• [Aim of the exercise]: Copy each line of the data below exactly, leaving out pictures.

• [Input]:
- Opening Delimiter -

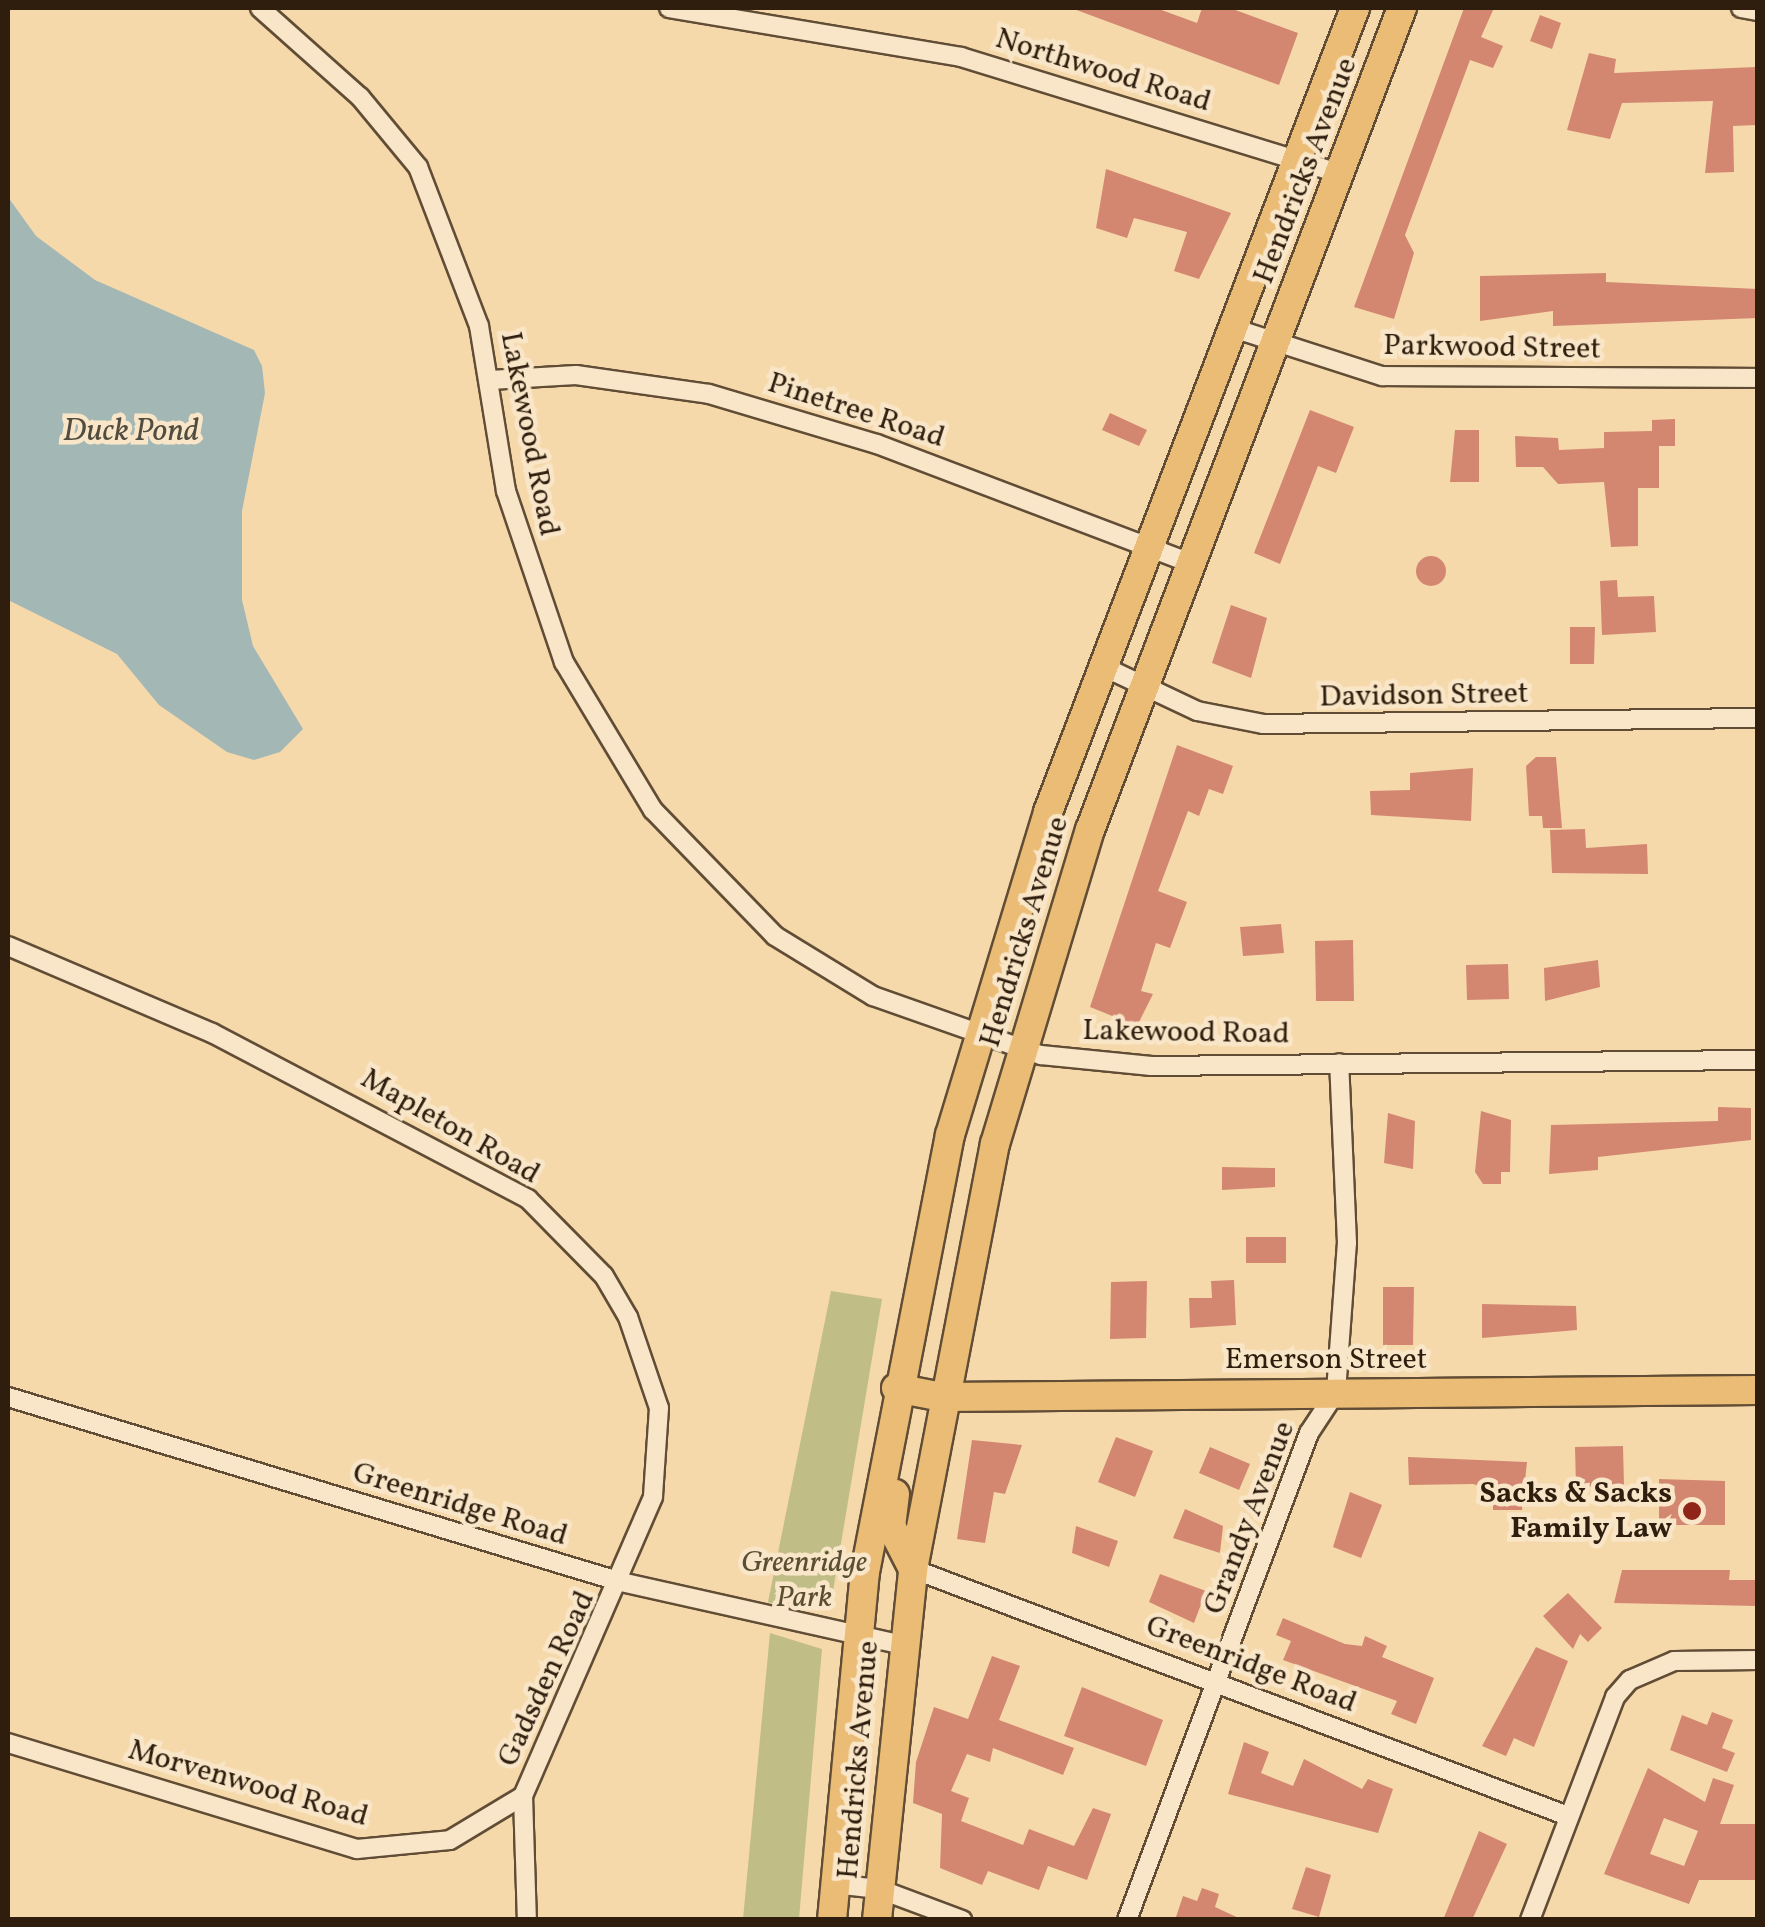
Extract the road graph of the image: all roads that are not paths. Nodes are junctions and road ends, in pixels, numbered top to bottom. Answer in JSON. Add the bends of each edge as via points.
{"nodes":[{"id":1,"x":260,"y":8,"type":"edge"},
{"id":2,"x":669,"y":8,"type":"edge"},
{"id":3,"x":1355,"y":8,"type":"edge"},
{"id":4,"x":1402,"y":8,"type":"edge"},
{"id":5,"x":1741,"y":8,"type":"edge"},
{"id":6,"x":1758,"y":11,"type":"edge"},
{"id":7,"x":1298,"y":160,"type":"junction"},
{"id":8,"x":1340,"y":174,"type":"junction"},
{"id":9,"x":1233,"y":328,"type":"junction"},
{"id":10,"x":1275,"y":346,"type":"junction"},
{"id":11,"x":1758,"y":378,"type":"edge"},
{"id":12,"x":490,"y":380,"type":"junction"},
{"id":13,"x":1151,"y":547,"type":"junction"},
{"id":14,"x":1192,"y":563,"type":"junction"},
{"id":15,"x":1102,"y":666,"type":"junction"},
{"id":16,"x":1143,"y":687,"type":"junction"},
{"id":17,"x":1758,"y":718,"type":"edge"},
{"id":18,"x":8,"y":946,"type":"edge"},
{"id":19,"x":979,"y":1036,"type":"junction"},
{"id":20,"x":1022,"y":1050,"type":"junction"},
{"id":21,"x":1758,"y":1060,"type":"edge"},
{"id":22,"x":1339,"y":1063,"type":"junction"},
{"id":23,"x":1758,"y":1390,"type":"edge"},
{"id":24,"x":1336,"y":1392,"type":"junction"},
{"id":25,"x":8,"y":1396,"type":"edge"},
{"id":26,"x":942,"y":1397,"type":"junction"},
{"id":27,"x":894,"y":1400,"type":"junction"},
{"id":28,"x":913,"y":1569,"type":"junction"},
{"id":29,"x":622,"y":1582,"type":"junction"},
{"id":30,"x":856,"y":1634,"type":"junction"},
{"id":31,"x":902,"y":1646,"type":"junction"},
{"id":32,"x":1758,"y":1660,"type":"edge"},
{"id":33,"x":1216,"y":1681,"type":"junction"},
{"id":34,"x":8,"y":1743,"type":"edge"},
{"id":35,"x":523,"y":1796,"type":"junction"},
{"id":36,"x":1568,"y":1816,"type":"junction"},
{"id":37,"x":834,"y":1884,"type":"junction"},
{"id":38,"x":879,"y":1889,"type":"junction"},
{"id":39,"x":527,"y":1920,"type":"edge"},
{"id":40,"x":832,"y":1920,"type":"edge"},
{"id":41,"x":876,"y":1920,"type":"edge"},
{"id":42,"x":962,"y":1920,"type":"edge"},
{"id":43,"x":1127,"y":1920,"type":"edge"},
{"id":44,"x":1530,"y":1920,"type":"edge"}],
"edges":[{"from":1,"to":12,"type":"street","name":"Lakewood Road","via":[[360,97],[418,167],[451,234]]},
{"from":2,"to":7,"type":"street","name":"Northwood Road","via":[[961,57]]},
{"from":3,"to":7,"type":"main road","name":"Hendricks Avenue"},
{"from":4,"to":8,"type":"main road","name":"Hendricks Avenue"},
{"from":5,"to":6,"type":"street"},
{"from":7,"to":8,"type":"street","name":"Northwood Road"},
{"from":7,"to":9,"type":"main road","name":"Hendricks Avenue"},
{"from":8,"to":10,"type":"main road","name":"Hendricks Avenue"},
{"from":9,"to":10,"type":"street","name":"Parkwood Street"},
{"from":9,"to":13,"type":"main road","name":"Hendricks Avenue"},
{"from":10,"to":11,"type":"street","name":"Parkwood Street","via":[[1382,376]]},
{"from":10,"to":14,"type":"main road","name":"Hendricks Avenue"},
{"from":12,"to":13,"type":"street","name":"Pinetree Road","via":[[576,375],[709,394],[877,444]]},
{"from":12,"to":19,"type":"street","name":"Lakewood Road","via":[[506,492],[541,606],[579,693],[652,810],[775,936],[861,990]]},
{"from":13,"to":14,"type":"street","name":"Pinetree Road"},
{"from":13,"to":15,"type":"main road","name":"Hendricks Avenue"},
{"from":14,"to":16,"type":"main road","name":"Hendricks Avenue"},
{"from":15,"to":16,"type":"street","name":"Davidson Street"},
{"from":15,"to":19,"type":"main road","name":"Hendricks Avenue"},
{"from":16,"to":17,"type":"street","name":"Davidson Street","via":[[1264,724]]},
{"from":16,"to":20,"type":"main road","name":"Hendricks Avenue"},
{"from":18,"to":29,"type":"street","name":"Mapleton Road","via":[[406,1128],[528,1200],[567,1235],[628,1317],[660,1408],[653,1496]]},
{"from":19,"to":20,"type":"street","name":"Lakewood Road"},
{"from":19,"to":27,"type":"main road","name":"Hendricks Avenue"},
{"from":20,"to":22,"type":"street","name":"Lakewood Road","via":[[1150,1066]]},
{"from":20,"to":26,"type":"main road","name":"Hendricks Avenue"},
{"from":21,"to":22,"type":"street","name":"Lakewood Road"},
{"from":22,"to":24,"type":"street","name":"Grandy Avenue","via":[[1347,1243]]},
{"from":23,"to":24,"type":"main road","name":"Emerson Street"},
{"from":24,"to":26,"type":"main road","name":"Emerson Street"},
{"from":24,"to":33,"type":"street","name":"Grandy Avenue","via":[[1309,1433]]},
{"from":25,"to":29,"type":"street","name":"Greenridge Road"},
{"from":26,"to":27,"type":"main road","name":"Emerson Street"},
{"from":26,"to":28,"type":"main road","name":"Hendricks Avenue"},
{"from":27,"to":28,"type":"main road","via":[[892,1526]]},
{"from":27,"to":30,"type":"main road","name":"Hendricks Avenue"},
{"from":28,"to":31,"type":"main road","name":"Hendricks Avenue"},
{"from":28,"to":33,"type":"street","name":"Greenridge Road"},
{"from":29,"to":30,"type":"street","name":"Greenridge Road"},
{"from":29,"to":35,"type":"street","name":"Gadsden Road"},
{"from":30,"to":31,"type":"street","name":"Greenridge Road"},
{"from":30,"to":37,"type":"main road","name":"Hendricks Avenue"},
{"from":31,"to":38,"type":"main road","name":"Hendricks Avenue"},
{"from":32,"to":36,"type":"street","via":[[1674,1661],[1646,1669],[1615,1698]]},
{"from":33,"to":36,"type":"street","name":"Greenridge Road"},
{"from":33,"to":43,"type":"street","name":"Grandy Avenue"},
{"from":34,"to":35,"type":"street","name":"Morvenwood Road","via":[[357,1850],[450,1840]]},
{"from":35,"to":39,"type":"street","name":"Gadsden Road"},
{"from":36,"to":44,"type":"street"},
{"from":37,"to":38,"type":"street"},
{"from":37,"to":40,"type":"main road","name":"Hendricks Avenue"},
{"from":38,"to":41,"type":"main road","name":"Hendricks Avenue"},
{"from":38,"to":42,"type":"street"}]}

- Closing Delimiter -

• [Result]:
Extract the road graph of the image: all roads that are not paths. Nodes are junctions and road ends, in pixels, numbered top to bottom. Answer in JSON. Add the bends of each edge as via points.
{"nodes":[{"id":1,"x":260,"y":8,"type":"edge"},
{"id":2,"x":669,"y":8,"type":"edge"},
{"id":3,"x":1355,"y":8,"type":"edge"},
{"id":4,"x":1402,"y":8,"type":"edge"},
{"id":5,"x":1741,"y":8,"type":"edge"},
{"id":6,"x":1758,"y":11,"type":"edge"},
{"id":7,"x":1298,"y":160,"type":"junction"},
{"id":8,"x":1340,"y":174,"type":"junction"},
{"id":9,"x":1233,"y":328,"type":"junction"},
{"id":10,"x":1275,"y":346,"type":"junction"},
{"id":11,"x":1758,"y":378,"type":"edge"},
{"id":12,"x":490,"y":380,"type":"junction"},
{"id":13,"x":1151,"y":547,"type":"junction"},
{"id":14,"x":1192,"y":563,"type":"junction"},
{"id":15,"x":1102,"y":666,"type":"junction"},
{"id":16,"x":1143,"y":687,"type":"junction"},
{"id":17,"x":1758,"y":718,"type":"edge"},
{"id":18,"x":8,"y":946,"type":"edge"},
{"id":19,"x":979,"y":1036,"type":"junction"},
{"id":20,"x":1022,"y":1050,"type":"junction"},
{"id":21,"x":1758,"y":1060,"type":"edge"},
{"id":22,"x":1339,"y":1063,"type":"junction"},
{"id":23,"x":1758,"y":1390,"type":"edge"},
{"id":24,"x":1336,"y":1392,"type":"junction"},
{"id":25,"x":8,"y":1396,"type":"edge"},
{"id":26,"x":942,"y":1397,"type":"junction"},
{"id":27,"x":894,"y":1400,"type":"junction"},
{"id":28,"x":913,"y":1569,"type":"junction"},
{"id":29,"x":622,"y":1582,"type":"junction"},
{"id":30,"x":856,"y":1634,"type":"junction"},
{"id":31,"x":902,"y":1646,"type":"junction"},
{"id":32,"x":1758,"y":1660,"type":"edge"},
{"id":33,"x":1216,"y":1681,"type":"junction"},
{"id":34,"x":8,"y":1743,"type":"edge"},
{"id":35,"x":523,"y":1796,"type":"junction"},
{"id":36,"x":1568,"y":1816,"type":"junction"},
{"id":37,"x":834,"y":1884,"type":"junction"},
{"id":38,"x":879,"y":1889,"type":"junction"},
{"id":39,"x":527,"y":1920,"type":"edge"},
{"id":40,"x":832,"y":1920,"type":"edge"},
{"id":41,"x":876,"y":1920,"type":"edge"},
{"id":42,"x":962,"y":1920,"type":"edge"},
{"id":43,"x":1127,"y":1920,"type":"edge"},
{"id":44,"x":1530,"y":1920,"type":"edge"}],
"edges":[{"from":1,"to":12,"type":"street","name":"Lakewood Road","via":[[360,97],[418,167],[451,234]]},
{"from":2,"to":7,"type":"street","name":"Northwood Road","via":[[961,57]]},
{"from":3,"to":7,"type":"main road","name":"Hendricks Avenue"},
{"from":4,"to":8,"type":"main road","name":"Hendricks Avenue"},
{"from":5,"to":6,"type":"street"},
{"from":7,"to":8,"type":"street","name":"Northwood Road"},
{"from":7,"to":9,"type":"main road","name":"Hendricks Avenue"},
{"from":8,"to":10,"type":"main road","name":"Hendricks Avenue"},
{"from":9,"to":10,"type":"street","name":"Parkwood Street"},
{"from":9,"to":13,"type":"main road","name":"Hendricks Avenue"},
{"from":10,"to":11,"type":"street","name":"Parkwood Street","via":[[1382,376]]},
{"from":10,"to":14,"type":"main road","name":"Hendricks Avenue"},
{"from":12,"to":13,"type":"street","name":"Pinetree Road","via":[[576,375],[709,394],[877,444]]},
{"from":12,"to":19,"type":"street","name":"Lakewood Road","via":[[506,492],[541,606],[579,693],[652,810],[775,936],[861,990]]},
{"from":13,"to":14,"type":"street","name":"Pinetree Road"},
{"from":13,"to":15,"type":"main road","name":"Hendricks Avenue"},
{"from":14,"to":16,"type":"main road","name":"Hendricks Avenue"},
{"from":15,"to":16,"type":"street","name":"Davidson Street"},
{"from":15,"to":19,"type":"main road","name":"Hendricks Avenue"},
{"from":16,"to":17,"type":"street","name":"Davidson Street","via":[[1264,724]]},
{"from":16,"to":20,"type":"main road","name":"Hendricks Avenue"},
{"from":18,"to":29,"type":"street","name":"Mapleton Road","via":[[406,1128],[528,1200],[567,1235],[628,1317],[660,1408],[653,1496]]},
{"from":19,"to":20,"type":"street","name":"Lakewood Road"},
{"from":19,"to":27,"type":"main road","name":"Hendricks Avenue"},
{"from":20,"to":22,"type":"street","name":"Lakewood Road","via":[[1150,1066]]},
{"from":20,"to":26,"type":"main road","name":"Hendricks Avenue"},
{"from":21,"to":22,"type":"street","name":"Lakewood Road"},
{"from":22,"to":24,"type":"street","name":"Grandy Avenue","via":[[1347,1243]]},
{"from":23,"to":24,"type":"main road","name":"Emerson Street"},
{"from":24,"to":26,"type":"main road","name":"Emerson Street"},
{"from":24,"to":33,"type":"street","name":"Grandy Avenue","via":[[1309,1433]]},
{"from":25,"to":29,"type":"street","name":"Greenridge Road"},
{"from":26,"to":27,"type":"main road","name":"Emerson Street"},
{"from":26,"to":28,"type":"main road","name":"Hendricks Avenue"},
{"from":27,"to":28,"type":"main road","via":[[892,1526]]},
{"from":27,"to":30,"type":"main road","name":"Hendricks Avenue"},
{"from":28,"to":31,"type":"main road","name":"Hendricks Avenue"},
{"from":28,"to":33,"type":"street","name":"Greenridge Road"},
{"from":29,"to":30,"type":"street","name":"Greenridge Road"},
{"from":29,"to":35,"type":"street","name":"Gadsden Road"},
{"from":30,"to":31,"type":"street","name":"Greenridge Road"},
{"from":30,"to":37,"type":"main road","name":"Hendricks Avenue"},
{"from":31,"to":38,"type":"main road","name":"Hendricks Avenue"},
{"from":32,"to":36,"type":"street","via":[[1674,1661],[1646,1669],[1615,1698]]},
{"from":33,"to":36,"type":"street","name":"Greenridge Road"},
{"from":33,"to":43,"type":"street","name":"Grandy Avenue"},
{"from":34,"to":35,"type":"street","name":"Morvenwood Road","via":[[357,1850],[450,1840]]},
{"from":35,"to":39,"type":"street","name":"Gadsden Road"},
{"from":36,"to":44,"type":"street"},
{"from":37,"to":38,"type":"street"},
{"from":37,"to":40,"type":"main road","name":"Hendricks Avenue"},
{"from":38,"to":41,"type":"main road","name":"Hendricks Avenue"},
{"from":38,"to":42,"type":"street"}]}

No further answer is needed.